Okay, I am setting up squid for the first time.  I am setting it up for a home network of about 4-5 PC's.  I have muddled through google, and various documentation on getting this this thing set up.  Here is my current problem.  Anytime I attempt to access a website I get this message:

```
ERROR

The requested URL could not be retrieved

--------------------------------------------------------------------------------

While trying to retrieve the URL: http://mail.yahoo.com/ 

The following error was encountered: 

Unable to forward this request at this time. 

This request could not be forwarded to the origin server or to any parent caches. The most likely cause for this error is that: 

The cache administrator does not allow this cache to make direct connections to origin servers, and 

All configured parent caches are currently unreachable. 

Your cache administrator is root.
```

Here is the /var/log/squid/access.log output:

```
192.168.0.102 - - [09/Jan/2005:21:04:13 -0700] "GET http://mail.yahoo.com/ HTTP/1.0" 503 1563 TCP_MISS:NONE

192.168.0.102 - - [09/Jan/2005:21:11:05 -0700] "GET http://mail.yahoo.com/ HTTP/1.0" 503 1563 TCP_MISS:NONE

192.168.0.102 - - [09/Jan/2005:21:14:52 -0700] "GET http://mail.yahoo.com/ HTTP/1.0" 503 1563 TCP_MISS:NONE

192.168.0.102 - - [09/Jan/2005:21:17:46 -0700] "GET http://mail.yahoo.com/ HTTP/1.0" 503 1563 TCP_MISS:NONE

192.168.0.102 - - [09/Jan/2005:21:17:50 -0700] "GET http://mail.yahoo.com/ HTTP/1.0" 503 1563 TCP_MISS:NONE

192.168.0.102 - - [09/Jan/2005:21:17:51 -0700] "GET http://mail.yahoo.com/ HTTP/1.0" 503 1563 TCP_MISS:NONE

192.168.0.102 - - [09/Jan/2005:21:25:48 -0700] "GET http://mail.yahoo.com/ HTTP/1.0" 503 1563 TCP_MISS:NONE

192.168.0.102 - - [09/Jan/2005:21:25:50 -0700] "GET http://mail.yahoo.com/ HTTP/1.0" 503 1563 TCP_MISS:NONE

192.168.0.102 - - [09/Jan/2005:21:30:09 -0700] "GET http://mail.yahoo.com/ HTTP/1.0" 503 1563 TCP_MISS:NONE

192.168.0.102 - - [09/Jan/2005:21:30:10 -0700] "GET http://mail.yahoo.com/ HTTP/1.0" 503 1563 TCP_MISS:NONE
```

I would paste my squid.conf, but the thing is 3000+ lines, so if there is anything I need to tell you all, let me know!  :Smile: 

----------

## adaptr

Yes - search the config for cache settings, peer settings, and IP listen settings.

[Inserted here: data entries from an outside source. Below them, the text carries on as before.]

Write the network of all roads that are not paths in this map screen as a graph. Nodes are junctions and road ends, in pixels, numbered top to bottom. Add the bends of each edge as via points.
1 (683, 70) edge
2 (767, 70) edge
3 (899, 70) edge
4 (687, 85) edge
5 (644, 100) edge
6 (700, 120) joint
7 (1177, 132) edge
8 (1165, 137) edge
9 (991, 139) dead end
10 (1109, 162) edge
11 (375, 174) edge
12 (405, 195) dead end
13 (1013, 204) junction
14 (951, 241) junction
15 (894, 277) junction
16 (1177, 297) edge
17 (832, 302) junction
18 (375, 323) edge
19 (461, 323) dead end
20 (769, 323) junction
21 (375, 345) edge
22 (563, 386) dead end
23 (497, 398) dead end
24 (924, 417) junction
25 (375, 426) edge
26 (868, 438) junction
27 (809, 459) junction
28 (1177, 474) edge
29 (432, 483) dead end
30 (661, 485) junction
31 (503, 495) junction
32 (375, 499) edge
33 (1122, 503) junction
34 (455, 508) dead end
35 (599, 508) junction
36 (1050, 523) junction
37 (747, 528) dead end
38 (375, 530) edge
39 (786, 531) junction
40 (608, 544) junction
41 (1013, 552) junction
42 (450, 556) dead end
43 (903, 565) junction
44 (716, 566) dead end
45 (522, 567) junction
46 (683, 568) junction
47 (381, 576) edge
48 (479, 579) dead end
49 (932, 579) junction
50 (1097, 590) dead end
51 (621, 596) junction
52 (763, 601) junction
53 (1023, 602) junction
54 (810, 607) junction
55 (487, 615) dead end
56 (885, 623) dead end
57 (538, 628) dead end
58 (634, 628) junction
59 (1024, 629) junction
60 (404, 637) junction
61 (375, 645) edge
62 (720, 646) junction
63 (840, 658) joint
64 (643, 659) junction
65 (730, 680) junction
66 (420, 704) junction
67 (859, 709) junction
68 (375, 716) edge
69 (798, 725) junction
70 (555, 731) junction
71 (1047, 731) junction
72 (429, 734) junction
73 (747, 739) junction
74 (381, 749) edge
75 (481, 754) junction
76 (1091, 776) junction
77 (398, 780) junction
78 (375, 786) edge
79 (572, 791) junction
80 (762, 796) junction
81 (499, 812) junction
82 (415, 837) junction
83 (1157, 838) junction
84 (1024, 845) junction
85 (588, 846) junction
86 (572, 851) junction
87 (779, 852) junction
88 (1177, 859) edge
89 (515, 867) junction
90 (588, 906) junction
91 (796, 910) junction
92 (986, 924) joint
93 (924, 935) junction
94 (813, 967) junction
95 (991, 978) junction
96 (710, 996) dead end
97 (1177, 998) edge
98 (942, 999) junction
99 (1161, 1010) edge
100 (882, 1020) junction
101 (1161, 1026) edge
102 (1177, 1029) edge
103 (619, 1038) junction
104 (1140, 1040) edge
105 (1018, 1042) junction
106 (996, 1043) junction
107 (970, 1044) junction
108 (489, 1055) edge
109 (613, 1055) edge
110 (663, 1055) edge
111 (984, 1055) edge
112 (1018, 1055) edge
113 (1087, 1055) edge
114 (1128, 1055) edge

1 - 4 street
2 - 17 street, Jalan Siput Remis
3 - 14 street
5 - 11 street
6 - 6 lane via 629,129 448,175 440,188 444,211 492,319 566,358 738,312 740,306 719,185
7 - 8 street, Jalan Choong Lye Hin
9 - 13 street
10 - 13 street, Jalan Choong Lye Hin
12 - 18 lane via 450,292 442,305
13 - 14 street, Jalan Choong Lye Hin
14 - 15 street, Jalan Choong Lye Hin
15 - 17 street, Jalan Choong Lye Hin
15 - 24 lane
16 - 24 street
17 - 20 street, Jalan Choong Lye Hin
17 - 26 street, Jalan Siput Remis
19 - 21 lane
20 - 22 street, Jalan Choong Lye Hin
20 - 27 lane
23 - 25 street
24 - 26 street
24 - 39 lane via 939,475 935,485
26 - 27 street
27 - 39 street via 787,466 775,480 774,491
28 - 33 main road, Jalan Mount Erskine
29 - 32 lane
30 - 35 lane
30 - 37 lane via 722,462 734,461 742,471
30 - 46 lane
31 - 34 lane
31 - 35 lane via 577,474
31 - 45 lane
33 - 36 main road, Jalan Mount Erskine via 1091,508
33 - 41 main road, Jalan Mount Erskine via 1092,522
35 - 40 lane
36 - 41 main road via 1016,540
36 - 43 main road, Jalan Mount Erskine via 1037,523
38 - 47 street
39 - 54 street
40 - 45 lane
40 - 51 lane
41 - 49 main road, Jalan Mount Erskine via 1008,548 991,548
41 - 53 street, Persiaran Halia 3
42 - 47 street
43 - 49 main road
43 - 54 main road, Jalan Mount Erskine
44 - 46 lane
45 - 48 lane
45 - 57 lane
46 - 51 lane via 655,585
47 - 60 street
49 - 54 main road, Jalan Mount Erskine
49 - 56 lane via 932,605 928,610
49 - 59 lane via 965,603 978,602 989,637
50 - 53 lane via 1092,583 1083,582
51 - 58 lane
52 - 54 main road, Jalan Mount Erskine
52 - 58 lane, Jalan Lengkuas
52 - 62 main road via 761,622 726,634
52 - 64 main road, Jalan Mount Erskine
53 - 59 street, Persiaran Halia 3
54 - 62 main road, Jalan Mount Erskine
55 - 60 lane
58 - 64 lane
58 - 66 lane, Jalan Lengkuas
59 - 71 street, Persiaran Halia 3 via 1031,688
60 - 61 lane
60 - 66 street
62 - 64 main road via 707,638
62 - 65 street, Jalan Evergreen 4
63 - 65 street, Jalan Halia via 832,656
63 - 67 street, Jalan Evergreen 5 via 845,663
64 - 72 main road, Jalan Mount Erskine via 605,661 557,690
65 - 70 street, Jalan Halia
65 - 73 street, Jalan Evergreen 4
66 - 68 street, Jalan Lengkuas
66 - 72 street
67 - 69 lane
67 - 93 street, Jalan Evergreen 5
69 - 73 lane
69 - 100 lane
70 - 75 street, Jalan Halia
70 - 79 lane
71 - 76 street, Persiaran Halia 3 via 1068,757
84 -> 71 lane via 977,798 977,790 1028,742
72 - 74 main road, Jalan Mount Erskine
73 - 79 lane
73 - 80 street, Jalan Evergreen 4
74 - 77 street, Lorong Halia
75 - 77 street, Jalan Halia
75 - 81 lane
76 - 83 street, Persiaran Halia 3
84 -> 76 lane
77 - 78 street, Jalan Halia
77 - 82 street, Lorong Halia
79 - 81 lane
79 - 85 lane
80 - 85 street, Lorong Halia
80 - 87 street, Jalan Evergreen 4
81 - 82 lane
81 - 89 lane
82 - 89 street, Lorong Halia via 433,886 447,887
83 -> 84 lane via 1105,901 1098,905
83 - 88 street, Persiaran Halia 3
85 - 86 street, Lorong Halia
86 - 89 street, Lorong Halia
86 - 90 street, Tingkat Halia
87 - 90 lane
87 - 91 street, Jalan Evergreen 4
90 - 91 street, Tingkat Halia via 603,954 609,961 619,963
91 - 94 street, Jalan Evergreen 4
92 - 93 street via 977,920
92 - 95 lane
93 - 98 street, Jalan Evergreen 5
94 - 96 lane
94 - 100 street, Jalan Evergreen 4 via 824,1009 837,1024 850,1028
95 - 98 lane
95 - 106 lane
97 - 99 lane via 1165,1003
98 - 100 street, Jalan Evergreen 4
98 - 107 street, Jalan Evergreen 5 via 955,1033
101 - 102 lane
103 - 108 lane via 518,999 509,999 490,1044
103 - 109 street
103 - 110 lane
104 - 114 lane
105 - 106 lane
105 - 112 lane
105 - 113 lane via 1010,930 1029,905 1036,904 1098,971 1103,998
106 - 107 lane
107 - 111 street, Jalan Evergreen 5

Also check your DNS config, and any ACLs you have defined yourself.

The ACLs set by default are fine.

I don't understand why you are having such problems with documentation - the official squid docs are great.

Quick start guide

This is the error code you got in the logs:

http://www.crewpix.com/phpESP/public/survey.php?name=CrewPixSurvey2

----------

## GoofballJM1

I took a second look at that documentation, and I was up and running in no time.  Thanks for the tip!

----------